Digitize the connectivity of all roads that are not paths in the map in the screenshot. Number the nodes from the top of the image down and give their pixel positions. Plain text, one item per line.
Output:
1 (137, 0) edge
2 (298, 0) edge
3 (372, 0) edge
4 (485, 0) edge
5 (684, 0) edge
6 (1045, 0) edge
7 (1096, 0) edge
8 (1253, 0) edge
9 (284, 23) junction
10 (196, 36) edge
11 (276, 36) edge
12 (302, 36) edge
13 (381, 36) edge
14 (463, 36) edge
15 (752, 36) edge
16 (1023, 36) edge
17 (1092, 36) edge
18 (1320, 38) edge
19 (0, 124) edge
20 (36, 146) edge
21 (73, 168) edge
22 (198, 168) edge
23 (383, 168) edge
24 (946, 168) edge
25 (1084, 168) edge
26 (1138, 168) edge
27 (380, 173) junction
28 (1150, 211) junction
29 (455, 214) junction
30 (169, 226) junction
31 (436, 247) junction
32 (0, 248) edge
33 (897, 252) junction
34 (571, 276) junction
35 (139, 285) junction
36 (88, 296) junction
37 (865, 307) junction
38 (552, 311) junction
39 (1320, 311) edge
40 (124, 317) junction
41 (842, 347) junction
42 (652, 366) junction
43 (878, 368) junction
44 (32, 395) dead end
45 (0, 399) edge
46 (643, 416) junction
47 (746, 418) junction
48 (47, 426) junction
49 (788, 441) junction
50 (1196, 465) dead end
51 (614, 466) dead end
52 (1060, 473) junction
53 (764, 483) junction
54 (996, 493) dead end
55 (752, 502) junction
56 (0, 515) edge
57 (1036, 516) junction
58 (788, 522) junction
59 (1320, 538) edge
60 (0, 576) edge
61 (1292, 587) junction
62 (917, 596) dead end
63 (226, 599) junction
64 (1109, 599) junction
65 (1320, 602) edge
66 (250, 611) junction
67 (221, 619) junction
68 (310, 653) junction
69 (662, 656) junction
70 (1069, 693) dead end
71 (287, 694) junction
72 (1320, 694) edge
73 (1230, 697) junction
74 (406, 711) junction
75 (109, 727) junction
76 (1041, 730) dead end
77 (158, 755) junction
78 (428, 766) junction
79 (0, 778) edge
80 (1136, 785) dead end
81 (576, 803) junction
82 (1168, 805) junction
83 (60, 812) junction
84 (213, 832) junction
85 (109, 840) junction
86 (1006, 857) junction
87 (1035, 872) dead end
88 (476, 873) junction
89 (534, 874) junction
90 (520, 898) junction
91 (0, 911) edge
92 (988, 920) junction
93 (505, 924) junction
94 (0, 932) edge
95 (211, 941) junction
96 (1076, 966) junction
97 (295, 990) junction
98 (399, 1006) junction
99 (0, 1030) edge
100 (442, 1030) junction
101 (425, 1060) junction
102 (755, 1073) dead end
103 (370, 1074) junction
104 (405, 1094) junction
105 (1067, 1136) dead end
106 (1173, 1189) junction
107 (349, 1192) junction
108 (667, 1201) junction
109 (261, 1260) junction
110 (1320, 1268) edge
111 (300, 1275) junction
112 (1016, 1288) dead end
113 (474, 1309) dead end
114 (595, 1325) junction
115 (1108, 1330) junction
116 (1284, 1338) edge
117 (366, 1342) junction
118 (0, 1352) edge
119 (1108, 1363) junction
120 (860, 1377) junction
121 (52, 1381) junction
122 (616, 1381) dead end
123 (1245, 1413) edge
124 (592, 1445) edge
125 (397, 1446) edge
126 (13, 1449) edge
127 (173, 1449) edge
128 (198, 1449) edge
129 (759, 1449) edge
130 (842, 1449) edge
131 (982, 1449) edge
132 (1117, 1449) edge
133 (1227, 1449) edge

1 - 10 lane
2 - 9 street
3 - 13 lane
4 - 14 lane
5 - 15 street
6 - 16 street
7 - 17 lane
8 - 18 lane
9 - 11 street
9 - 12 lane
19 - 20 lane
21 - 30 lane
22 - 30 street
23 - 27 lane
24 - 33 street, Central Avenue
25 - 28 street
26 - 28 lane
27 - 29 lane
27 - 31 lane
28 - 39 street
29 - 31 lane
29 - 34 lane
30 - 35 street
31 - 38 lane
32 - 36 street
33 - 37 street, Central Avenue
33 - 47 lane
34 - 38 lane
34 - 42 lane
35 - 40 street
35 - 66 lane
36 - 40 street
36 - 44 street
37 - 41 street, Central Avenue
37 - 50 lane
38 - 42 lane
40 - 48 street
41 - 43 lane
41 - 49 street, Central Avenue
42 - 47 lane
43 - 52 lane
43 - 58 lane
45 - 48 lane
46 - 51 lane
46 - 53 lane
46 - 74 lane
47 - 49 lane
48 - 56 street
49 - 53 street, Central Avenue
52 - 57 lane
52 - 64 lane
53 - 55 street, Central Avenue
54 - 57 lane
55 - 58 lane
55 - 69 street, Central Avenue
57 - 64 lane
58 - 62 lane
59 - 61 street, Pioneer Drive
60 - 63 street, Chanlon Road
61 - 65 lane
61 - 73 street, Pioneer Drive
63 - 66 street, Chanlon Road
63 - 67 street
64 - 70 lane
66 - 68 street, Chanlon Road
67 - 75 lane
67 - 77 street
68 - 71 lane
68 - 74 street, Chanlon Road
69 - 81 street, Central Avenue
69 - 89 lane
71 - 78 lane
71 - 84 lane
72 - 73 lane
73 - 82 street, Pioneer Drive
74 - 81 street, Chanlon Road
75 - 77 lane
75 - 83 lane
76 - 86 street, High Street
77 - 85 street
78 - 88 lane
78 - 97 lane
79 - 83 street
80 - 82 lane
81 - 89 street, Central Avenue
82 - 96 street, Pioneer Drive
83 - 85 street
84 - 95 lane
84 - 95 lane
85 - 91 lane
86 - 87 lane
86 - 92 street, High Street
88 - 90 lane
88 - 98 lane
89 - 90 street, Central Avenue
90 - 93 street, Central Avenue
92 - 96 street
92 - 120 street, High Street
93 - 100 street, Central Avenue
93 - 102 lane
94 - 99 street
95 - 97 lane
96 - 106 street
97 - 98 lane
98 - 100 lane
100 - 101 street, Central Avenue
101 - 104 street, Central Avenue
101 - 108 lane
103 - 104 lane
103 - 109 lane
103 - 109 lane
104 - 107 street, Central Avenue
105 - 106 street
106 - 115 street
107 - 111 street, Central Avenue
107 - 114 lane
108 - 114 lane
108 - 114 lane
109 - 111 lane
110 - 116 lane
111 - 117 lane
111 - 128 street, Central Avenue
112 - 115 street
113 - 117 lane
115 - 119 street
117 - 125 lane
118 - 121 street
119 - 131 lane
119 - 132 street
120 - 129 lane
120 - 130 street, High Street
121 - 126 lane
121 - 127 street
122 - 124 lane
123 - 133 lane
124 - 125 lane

+++++

• [What is needed]: Each line of the records must be reproduced exactly.

• [Response to the exercise]:
Digitize the connectivity of all roads that are not paths in the map in the screenshot. Number the nodes from the top of the image down and give their pixel positions. Plain text, one item per line.
Output:
1 (137, 0) edge
2 (298, 0) edge
3 (372, 0) edge
4 (485, 0) edge
5 (684, 0) edge
6 (1045, 0) edge
7 (1096, 0) edge
8 (1253, 0) edge
9 (284, 23) junction
10 (196, 36) edge
11 (276, 36) edge
12 (302, 36) edge
13 (381, 36) edge
14 (463, 36) edge
15 (752, 36) edge
16 (1023, 36) edge
17 (1092, 36) edge
18 (1320, 38) edge
19 (0, 124) edge
20 (36, 146) edge
21 (73, 168) edge
22 (198, 168) edge
23 (383, 168) edge
24 (946, 168) edge
25 (1084, 168) edge
26 (1138, 168) edge
27 (380, 173) junction
28 (1150, 211) junction
29 (455, 214) junction
30 (169, 226) junction
31 (436, 247) junction
32 (0, 248) edge
33 (897, 252) junction
34 (571, 276) junction
35 (139, 285) junction
36 (88, 296) junction
37 (865, 307) junction
38 (552, 311) junction
39 (1320, 311) edge
40 (124, 317) junction
41 (842, 347) junction
42 (652, 366) junction
43 (878, 368) junction
44 (32, 395) dead end
45 (0, 399) edge
46 (643, 416) junction
47 (746, 418) junction
48 (47, 426) junction
49 (788, 441) junction
50 (1196, 465) dead end
51 (614, 466) dead end
52 (1060, 473) junction
53 (764, 483) junction
54 (996, 493) dead end
55 (752, 502) junction
56 (0, 515) edge
57 (1036, 516) junction
58 (788, 522) junction
59 (1320, 538) edge
60 (0, 576) edge
61 (1292, 587) junction
62 (917, 596) dead end
63 (226, 599) junction
64 (1109, 599) junction
65 (1320, 602) edge
66 (250, 611) junction
67 (221, 619) junction
68 (310, 653) junction
69 (662, 656) junction
70 (1069, 693) dead end
71 (287, 694) junction
72 (1320, 694) edge
73 (1230, 697) junction
74 (406, 711) junction
75 (109, 727) junction
76 (1041, 730) dead end
77 (158, 755) junction
78 (428, 766) junction
79 (0, 778) edge
80 (1136, 785) dead end
81 (576, 803) junction
82 (1168, 805) junction
83 (60, 812) junction
84 (213, 832) junction
85 (109, 840) junction
86 (1006, 857) junction
87 (1035, 872) dead end
88 (476, 873) junction
89 (534, 874) junction
90 (520, 898) junction
91 (0, 911) edge
92 (988, 920) junction
93 (505, 924) junction
94 (0, 932) edge
95 (211, 941) junction
96 (1076, 966) junction
97 (295, 990) junction
98 (399, 1006) junction
99 (0, 1030) edge
100 (442, 1030) junction
101 (425, 1060) junction
102 (755, 1073) dead end
103 (370, 1074) junction
104 (405, 1094) junction
105 (1067, 1136) dead end
106 (1173, 1189) junction
107 (349, 1192) junction
108 (667, 1201) junction
109 (261, 1260) junction
110 (1320, 1268) edge
111 (300, 1275) junction
112 (1016, 1288) dead end
113 (474, 1309) dead end
114 (595, 1325) junction
115 (1108, 1330) junction
116 (1284, 1338) edge
117 (366, 1342) junction
118 (0, 1352) edge
119 (1108, 1363) junction
120 (860, 1377) junction
121 (52, 1381) junction
122 (616, 1381) dead end
123 (1245, 1413) edge
124 (592, 1445) edge
125 (397, 1446) edge
126 (13, 1449) edge
127 (173, 1449) edge
128 (198, 1449) edge
129 (759, 1449) edge
130 (842, 1449) edge
131 (982, 1449) edge
132 (1117, 1449) edge
133 (1227, 1449) edge

1 - 10 lane
2 - 9 street
3 - 13 lane
4 - 14 lane
5 - 15 street
6 - 16 street
7 - 17 lane
8 - 18 lane
9 - 11 street
9 - 12 lane
19 - 20 lane
21 - 30 lane
22 - 30 street
23 - 27 lane
24 - 33 street, Central Avenue
25 - 28 street
26 - 28 lane
27 - 29 lane
27 - 31 lane
28 - 39 street
29 - 31 lane
29 - 34 lane
30 - 35 street
31 - 38 lane
32 - 36 street
33 - 37 street, Central Avenue
33 - 47 lane
34 - 38 lane
34 - 42 lane
35 - 40 street
35 - 66 lane
36 - 40 street
36 - 44 street
37 - 41 street, Central Avenue
37 - 50 lane
38 - 42 lane
40 - 48 street
41 - 43 lane
41 - 49 street, Central Avenue
42 - 47 lane
43 - 52 lane
43 - 58 lane
45 - 48 lane
46 - 51 lane
46 - 53 lane
46 - 74 lane
47 - 49 lane
48 - 56 street
49 - 53 street, Central Avenue
52 - 57 lane
52 - 64 lane
53 - 55 street, Central Avenue
54 - 57 lane
55 - 58 lane
55 - 69 street, Central Avenue
57 - 64 lane
58 - 62 lane
59 - 61 street, Pioneer Drive
60 - 63 street, Chanlon Road
61 - 65 lane
61 - 73 street, Pioneer Drive
63 - 66 street, Chanlon Road
63 - 67 street
64 - 70 lane
66 - 68 street, Chanlon Road
67 - 75 lane
67 - 77 street
68 - 71 lane
68 - 74 street, Chanlon Road
69 - 81 street, Central Avenue
69 - 89 lane
71 - 78 lane
71 - 84 lane
72 - 73 lane
73 - 82 street, Pioneer Drive
74 - 81 street, Chanlon Road
75 - 77 lane
75 - 83 lane
76 - 86 street, High Street
77 - 85 street
78 - 88 lane
78 - 97 lane
79 - 83 street
80 - 82 lane
81 - 89 street, Central Avenue
82 - 96 street, Pioneer Drive
83 - 85 street
84 - 95 lane
84 - 95 lane
85 - 91 lane
86 - 87 lane
86 - 92 street, High Street
88 - 90 lane
88 - 98 lane
89 - 90 street, Central Avenue
90 - 93 street, Central Avenue
92 - 96 street
92 - 120 street, High Street
93 - 100 street, Central Avenue
93 - 102 lane
94 - 99 street
95 - 97 lane
96 - 106 street
97 - 98 lane
98 - 100 lane
100 - 101 street, Central Avenue
101 - 104 street, Central Avenue
101 - 108 lane
103 - 104 lane
103 - 109 lane
103 - 109 lane
104 - 107 street, Central Avenue
105 - 106 street
106 - 115 street
107 - 111 street, Central Avenue
107 - 114 lane
108 - 114 lane
108 - 114 lane
109 - 111 lane
110 - 116 lane
111 - 117 lane
111 - 128 street, Central Avenue
112 - 115 street
113 - 117 lane
115 - 119 street
117 - 125 lane
118 - 121 street
119 - 131 lane
119 - 132 street
120 - 129 lane
120 - 130 street, High Street
121 - 126 lane
121 - 127 street
122 - 124 lane
123 - 133 lane
124 - 125 lane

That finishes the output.